---- Stored data

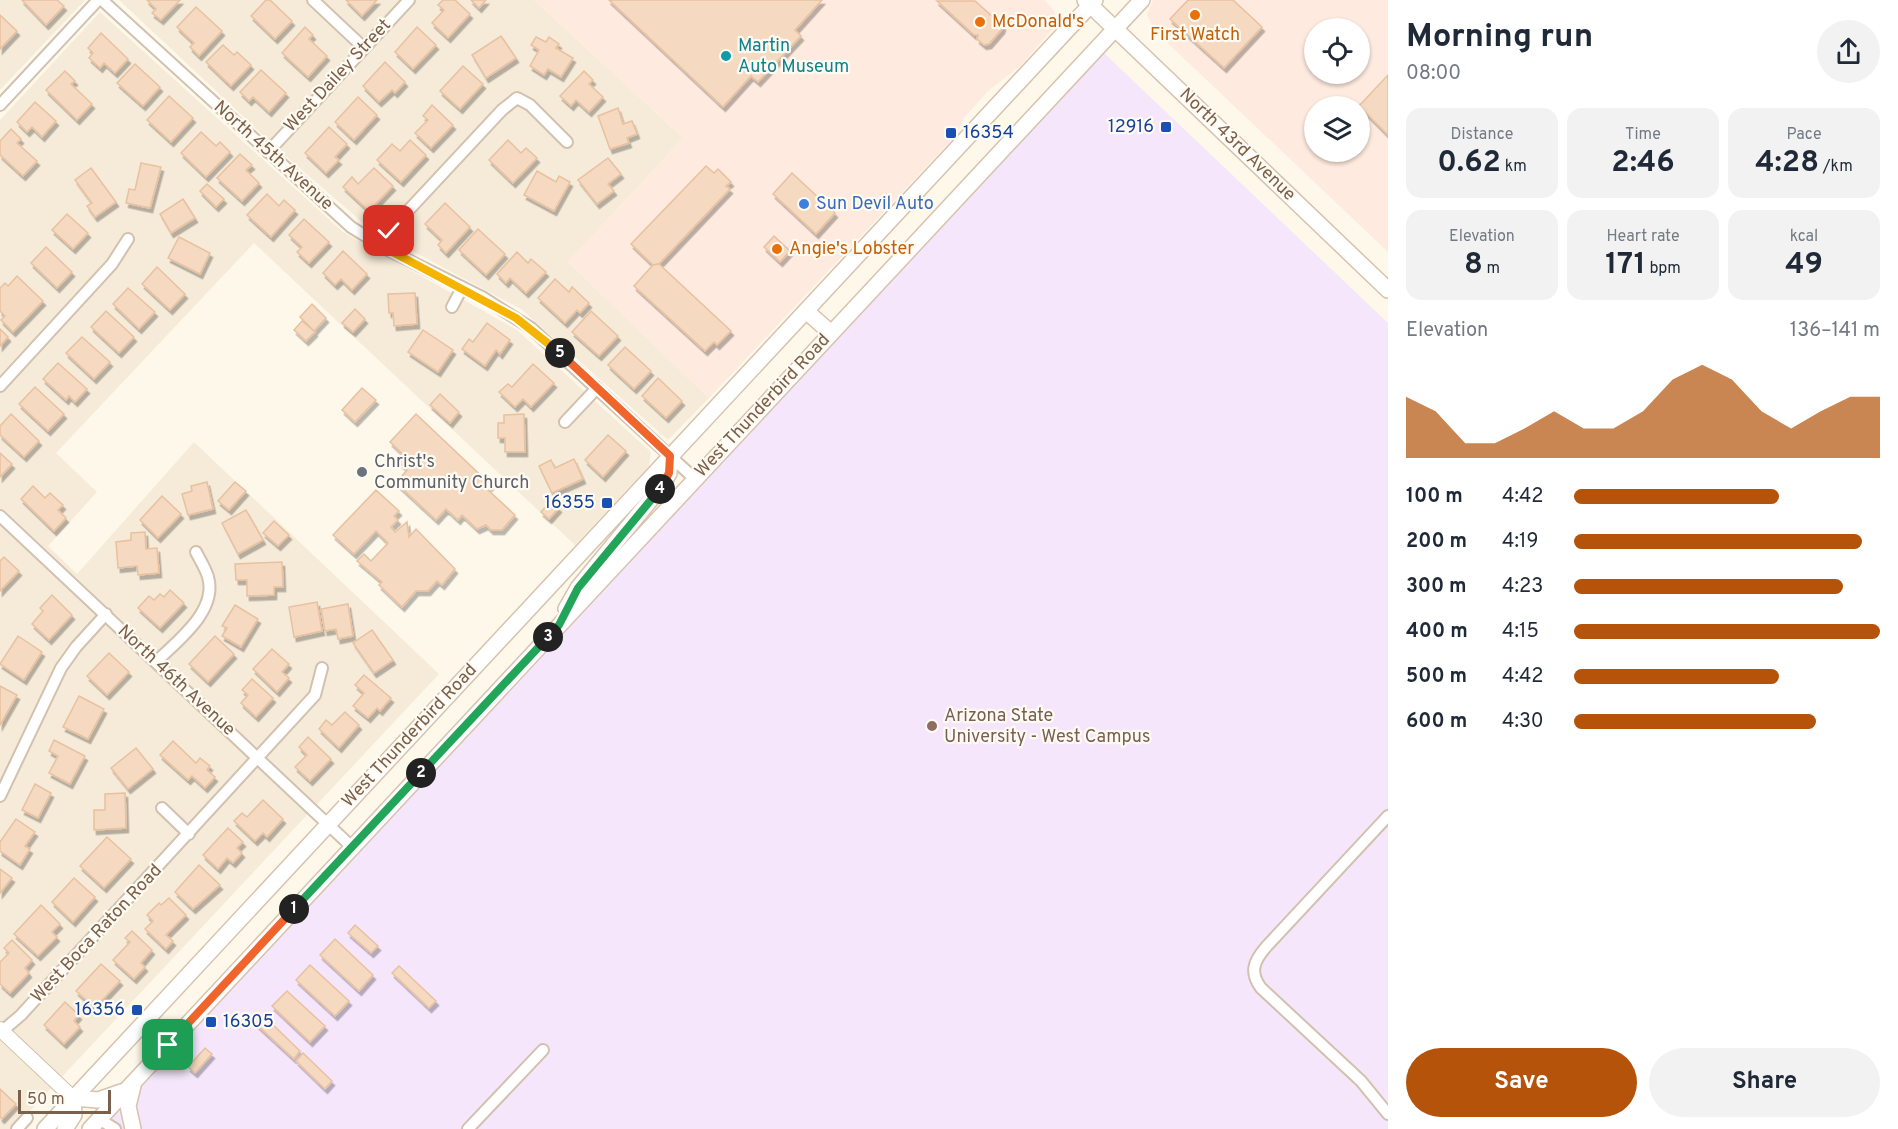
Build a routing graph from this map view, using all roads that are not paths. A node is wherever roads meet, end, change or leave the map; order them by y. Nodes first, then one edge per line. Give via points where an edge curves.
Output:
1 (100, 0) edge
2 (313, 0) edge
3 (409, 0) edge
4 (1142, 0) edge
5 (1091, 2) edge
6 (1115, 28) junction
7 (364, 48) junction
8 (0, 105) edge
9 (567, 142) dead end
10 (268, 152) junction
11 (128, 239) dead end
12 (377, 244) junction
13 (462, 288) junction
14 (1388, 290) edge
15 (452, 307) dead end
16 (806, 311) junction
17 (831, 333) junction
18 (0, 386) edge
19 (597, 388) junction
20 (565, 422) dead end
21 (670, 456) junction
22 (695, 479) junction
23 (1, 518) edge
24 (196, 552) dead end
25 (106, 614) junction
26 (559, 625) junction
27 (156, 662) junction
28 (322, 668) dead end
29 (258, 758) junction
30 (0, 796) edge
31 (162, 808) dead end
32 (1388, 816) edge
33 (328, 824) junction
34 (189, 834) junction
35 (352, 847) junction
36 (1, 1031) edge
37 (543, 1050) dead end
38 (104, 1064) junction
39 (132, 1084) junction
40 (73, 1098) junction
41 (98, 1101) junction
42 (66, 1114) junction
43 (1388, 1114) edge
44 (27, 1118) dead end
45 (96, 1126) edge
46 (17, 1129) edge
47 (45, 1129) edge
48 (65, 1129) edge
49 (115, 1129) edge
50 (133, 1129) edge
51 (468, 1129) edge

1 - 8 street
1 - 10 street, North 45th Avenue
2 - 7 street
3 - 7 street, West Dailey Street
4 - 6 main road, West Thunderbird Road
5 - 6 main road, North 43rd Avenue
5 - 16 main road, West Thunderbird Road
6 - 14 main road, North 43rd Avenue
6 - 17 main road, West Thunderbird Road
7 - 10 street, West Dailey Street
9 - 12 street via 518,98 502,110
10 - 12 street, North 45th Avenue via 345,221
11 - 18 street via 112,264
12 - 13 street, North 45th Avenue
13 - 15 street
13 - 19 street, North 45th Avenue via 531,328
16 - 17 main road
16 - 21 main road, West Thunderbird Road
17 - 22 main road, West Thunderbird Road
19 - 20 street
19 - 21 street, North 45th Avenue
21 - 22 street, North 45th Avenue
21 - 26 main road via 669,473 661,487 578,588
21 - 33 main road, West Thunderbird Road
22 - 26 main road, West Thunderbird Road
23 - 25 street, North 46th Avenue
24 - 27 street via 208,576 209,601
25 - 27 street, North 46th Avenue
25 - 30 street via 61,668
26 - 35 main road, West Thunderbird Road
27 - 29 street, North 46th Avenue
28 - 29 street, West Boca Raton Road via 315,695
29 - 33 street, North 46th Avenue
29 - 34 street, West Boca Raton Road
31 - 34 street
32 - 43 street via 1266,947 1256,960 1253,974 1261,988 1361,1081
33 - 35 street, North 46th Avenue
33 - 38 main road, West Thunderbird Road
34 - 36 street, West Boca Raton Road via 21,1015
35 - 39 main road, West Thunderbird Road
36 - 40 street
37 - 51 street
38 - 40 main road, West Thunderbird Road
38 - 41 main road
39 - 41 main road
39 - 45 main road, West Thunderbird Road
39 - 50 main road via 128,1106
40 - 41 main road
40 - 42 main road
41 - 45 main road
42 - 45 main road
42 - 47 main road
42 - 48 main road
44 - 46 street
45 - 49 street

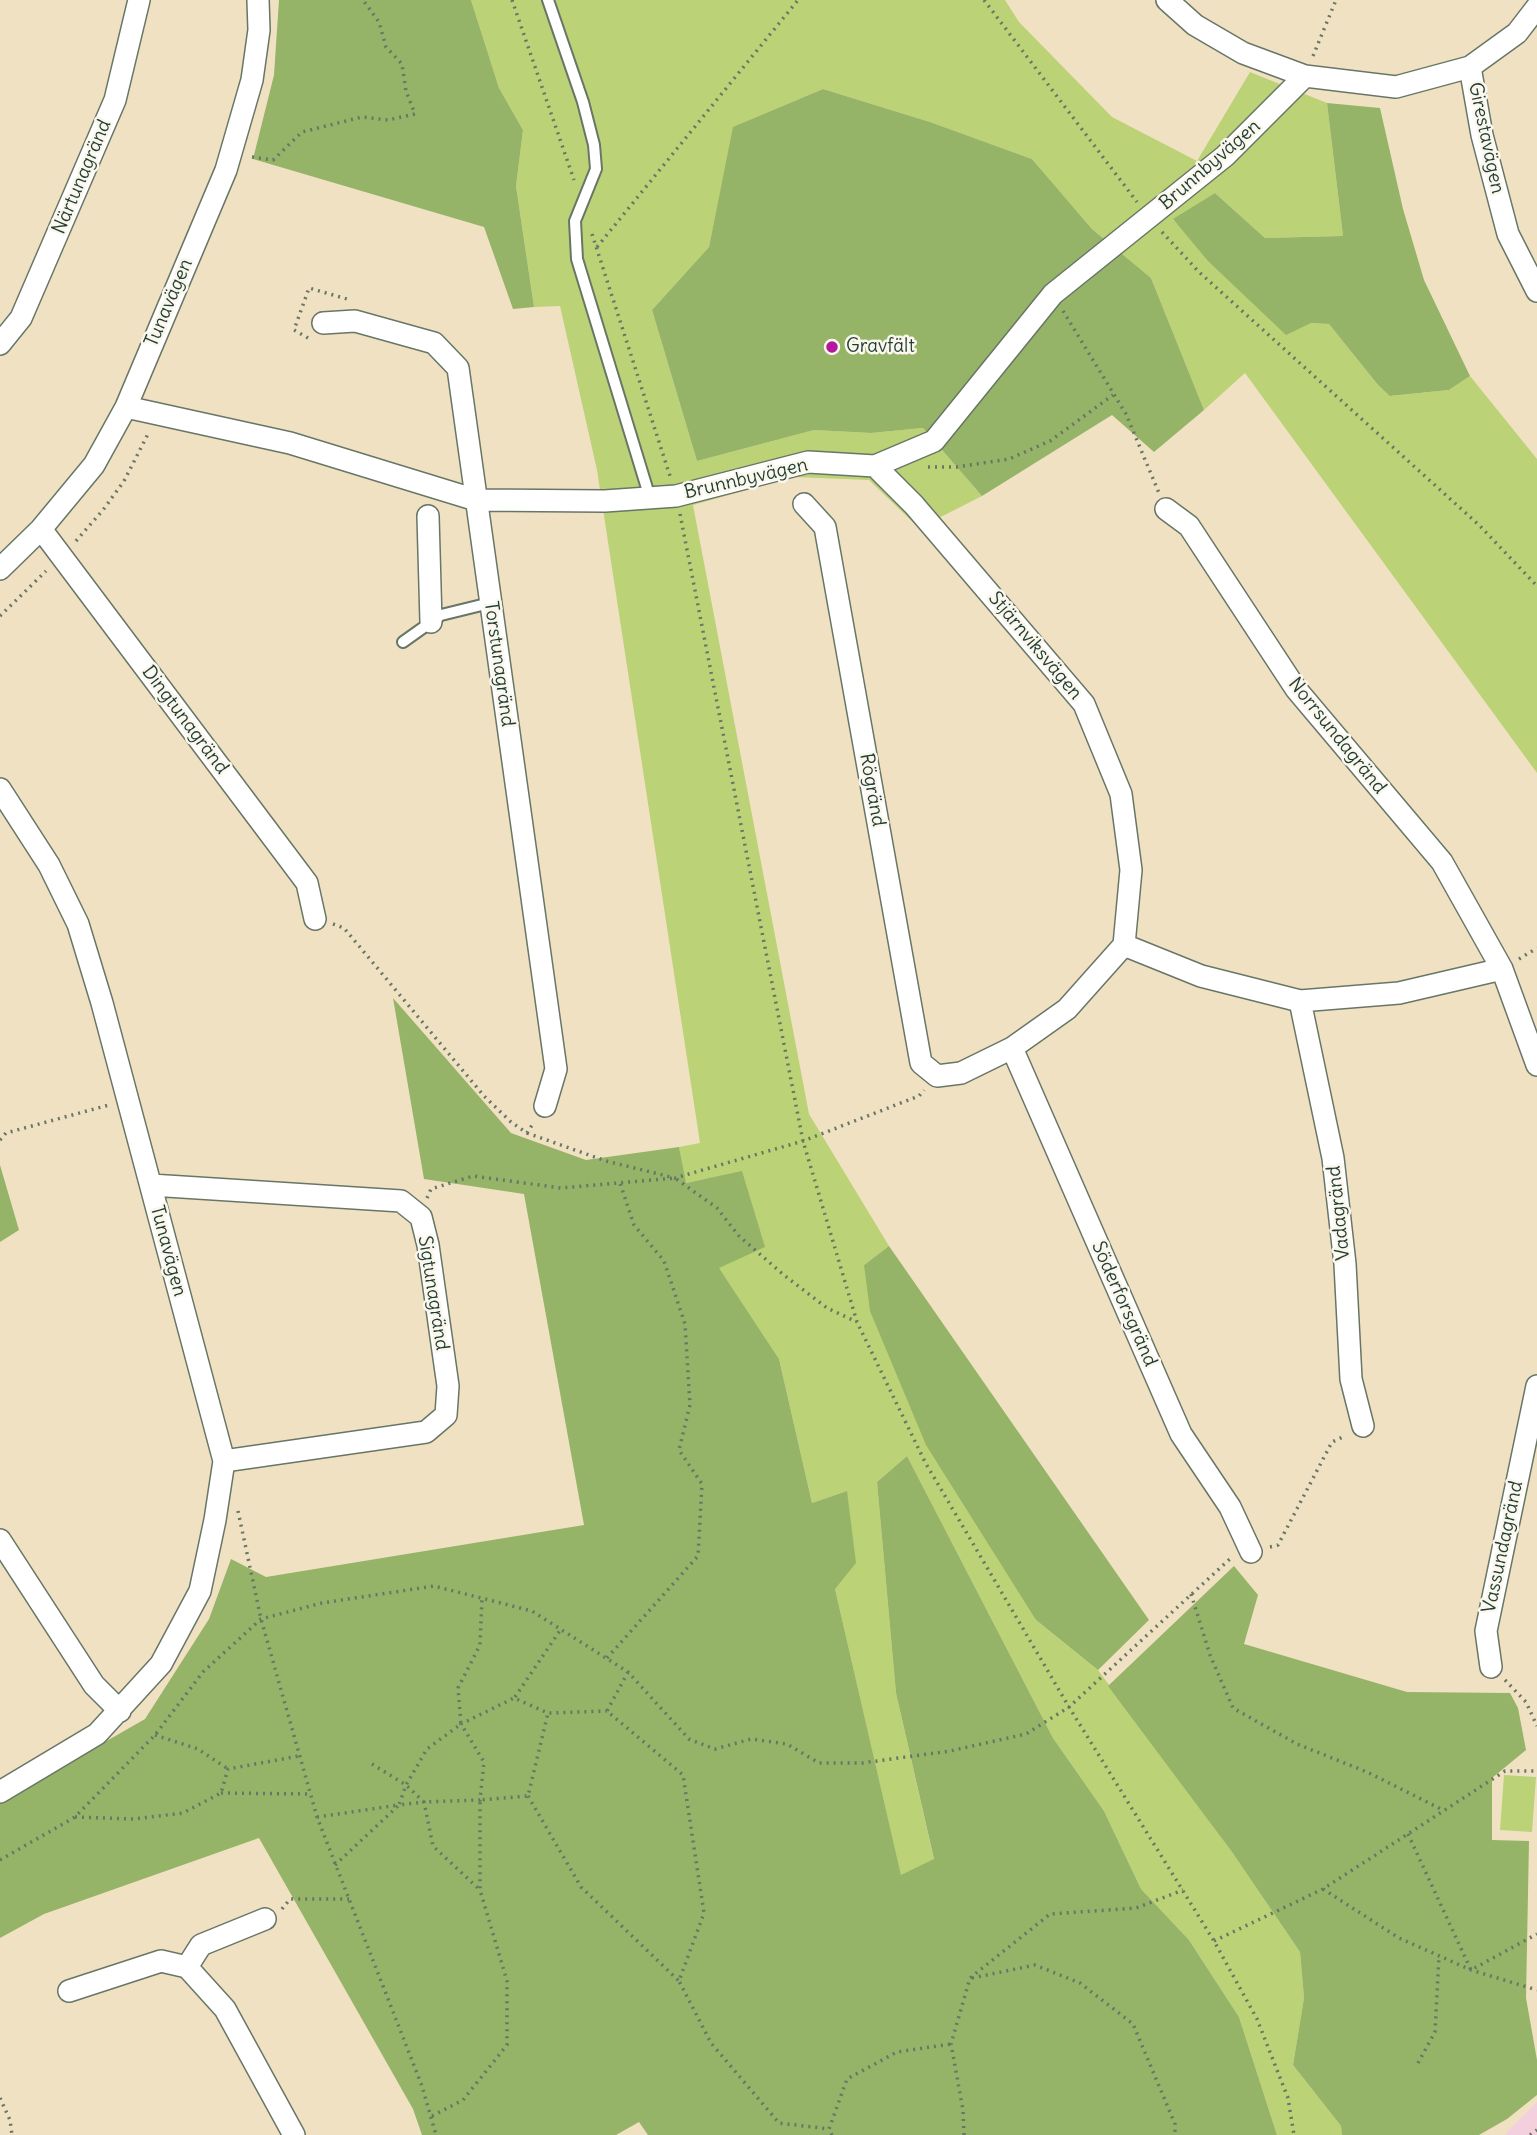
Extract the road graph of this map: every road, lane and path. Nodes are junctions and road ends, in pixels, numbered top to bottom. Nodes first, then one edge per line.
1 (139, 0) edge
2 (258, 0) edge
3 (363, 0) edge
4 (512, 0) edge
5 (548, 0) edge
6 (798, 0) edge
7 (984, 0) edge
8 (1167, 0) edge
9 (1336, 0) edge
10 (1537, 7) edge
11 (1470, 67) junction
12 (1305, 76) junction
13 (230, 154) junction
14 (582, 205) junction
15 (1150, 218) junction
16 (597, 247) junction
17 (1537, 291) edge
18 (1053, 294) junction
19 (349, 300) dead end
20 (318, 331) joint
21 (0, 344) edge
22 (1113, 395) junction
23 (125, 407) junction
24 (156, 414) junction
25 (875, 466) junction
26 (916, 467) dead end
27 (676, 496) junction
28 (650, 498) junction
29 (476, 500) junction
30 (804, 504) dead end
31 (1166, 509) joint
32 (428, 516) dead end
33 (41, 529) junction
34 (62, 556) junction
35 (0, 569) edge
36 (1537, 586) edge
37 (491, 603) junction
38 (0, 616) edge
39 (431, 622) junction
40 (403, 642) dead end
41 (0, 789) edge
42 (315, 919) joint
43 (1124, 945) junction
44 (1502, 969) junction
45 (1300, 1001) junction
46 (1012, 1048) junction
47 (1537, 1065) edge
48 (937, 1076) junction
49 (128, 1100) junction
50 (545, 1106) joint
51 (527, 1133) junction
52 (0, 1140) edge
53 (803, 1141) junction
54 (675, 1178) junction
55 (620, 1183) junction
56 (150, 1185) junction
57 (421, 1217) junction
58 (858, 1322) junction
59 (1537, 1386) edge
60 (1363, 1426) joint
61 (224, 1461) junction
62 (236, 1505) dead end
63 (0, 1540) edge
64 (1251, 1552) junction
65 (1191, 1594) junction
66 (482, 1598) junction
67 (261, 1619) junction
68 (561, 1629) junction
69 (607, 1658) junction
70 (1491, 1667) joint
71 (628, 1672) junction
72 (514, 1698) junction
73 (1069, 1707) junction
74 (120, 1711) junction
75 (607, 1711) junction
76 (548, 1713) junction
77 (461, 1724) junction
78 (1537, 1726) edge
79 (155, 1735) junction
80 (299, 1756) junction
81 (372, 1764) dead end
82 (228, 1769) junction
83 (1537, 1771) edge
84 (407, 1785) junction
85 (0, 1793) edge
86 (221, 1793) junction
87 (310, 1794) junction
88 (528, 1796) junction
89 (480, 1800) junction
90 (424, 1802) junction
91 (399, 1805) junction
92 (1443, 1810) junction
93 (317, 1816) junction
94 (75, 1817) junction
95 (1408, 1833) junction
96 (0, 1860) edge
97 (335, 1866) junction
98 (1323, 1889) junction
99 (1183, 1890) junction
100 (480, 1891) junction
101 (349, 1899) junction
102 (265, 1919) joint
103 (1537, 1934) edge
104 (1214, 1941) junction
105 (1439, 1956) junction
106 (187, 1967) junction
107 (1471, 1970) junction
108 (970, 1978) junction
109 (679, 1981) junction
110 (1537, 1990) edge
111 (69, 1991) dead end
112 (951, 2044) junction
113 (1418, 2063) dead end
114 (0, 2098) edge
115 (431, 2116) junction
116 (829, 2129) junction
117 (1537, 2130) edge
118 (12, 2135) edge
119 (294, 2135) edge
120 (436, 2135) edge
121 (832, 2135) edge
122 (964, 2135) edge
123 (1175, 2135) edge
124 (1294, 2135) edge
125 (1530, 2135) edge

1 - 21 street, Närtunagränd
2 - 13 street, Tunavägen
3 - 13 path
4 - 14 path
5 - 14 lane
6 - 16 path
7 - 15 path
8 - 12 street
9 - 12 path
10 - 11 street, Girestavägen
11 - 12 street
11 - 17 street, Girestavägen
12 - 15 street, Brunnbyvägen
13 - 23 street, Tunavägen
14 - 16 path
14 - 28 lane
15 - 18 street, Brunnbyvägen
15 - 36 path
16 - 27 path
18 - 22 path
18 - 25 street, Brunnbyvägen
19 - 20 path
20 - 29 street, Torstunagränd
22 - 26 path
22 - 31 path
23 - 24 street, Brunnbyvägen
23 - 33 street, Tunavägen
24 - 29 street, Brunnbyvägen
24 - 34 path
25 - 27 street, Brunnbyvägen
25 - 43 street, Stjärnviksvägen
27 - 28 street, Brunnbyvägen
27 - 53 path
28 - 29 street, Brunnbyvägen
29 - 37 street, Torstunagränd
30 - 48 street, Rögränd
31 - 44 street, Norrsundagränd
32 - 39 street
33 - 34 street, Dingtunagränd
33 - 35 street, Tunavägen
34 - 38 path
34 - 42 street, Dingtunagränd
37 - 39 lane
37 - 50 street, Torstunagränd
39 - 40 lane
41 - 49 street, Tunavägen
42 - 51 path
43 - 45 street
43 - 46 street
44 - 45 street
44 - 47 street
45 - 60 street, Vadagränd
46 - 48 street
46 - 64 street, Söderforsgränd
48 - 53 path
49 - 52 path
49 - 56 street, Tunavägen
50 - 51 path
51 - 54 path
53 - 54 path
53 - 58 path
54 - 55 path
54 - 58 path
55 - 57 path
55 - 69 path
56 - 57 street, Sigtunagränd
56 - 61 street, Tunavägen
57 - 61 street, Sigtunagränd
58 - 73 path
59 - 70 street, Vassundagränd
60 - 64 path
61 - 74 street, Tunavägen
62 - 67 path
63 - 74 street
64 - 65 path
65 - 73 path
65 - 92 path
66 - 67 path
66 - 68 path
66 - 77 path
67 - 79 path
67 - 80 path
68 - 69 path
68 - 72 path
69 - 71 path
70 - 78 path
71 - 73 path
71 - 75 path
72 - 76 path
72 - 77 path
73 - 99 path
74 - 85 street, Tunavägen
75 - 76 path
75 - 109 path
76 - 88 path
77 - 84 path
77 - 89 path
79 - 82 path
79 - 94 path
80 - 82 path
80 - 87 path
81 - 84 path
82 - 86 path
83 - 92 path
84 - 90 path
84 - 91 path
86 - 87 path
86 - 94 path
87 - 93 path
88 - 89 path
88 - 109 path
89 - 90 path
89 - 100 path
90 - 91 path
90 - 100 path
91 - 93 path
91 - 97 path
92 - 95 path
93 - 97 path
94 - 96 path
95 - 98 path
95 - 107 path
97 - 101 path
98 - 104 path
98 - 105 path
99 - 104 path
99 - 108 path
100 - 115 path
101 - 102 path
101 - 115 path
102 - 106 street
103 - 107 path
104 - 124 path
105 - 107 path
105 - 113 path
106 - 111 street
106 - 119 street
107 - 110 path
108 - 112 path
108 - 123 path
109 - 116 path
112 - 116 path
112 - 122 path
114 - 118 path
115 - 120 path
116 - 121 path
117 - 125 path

--------

Problem - Look through the entries above and list every line containing "Torstunagränd".

Response area -
20 - 29 street, Torstunagränd
29 - 37 street, Torstunagränd
37 - 50 street, Torstunagränd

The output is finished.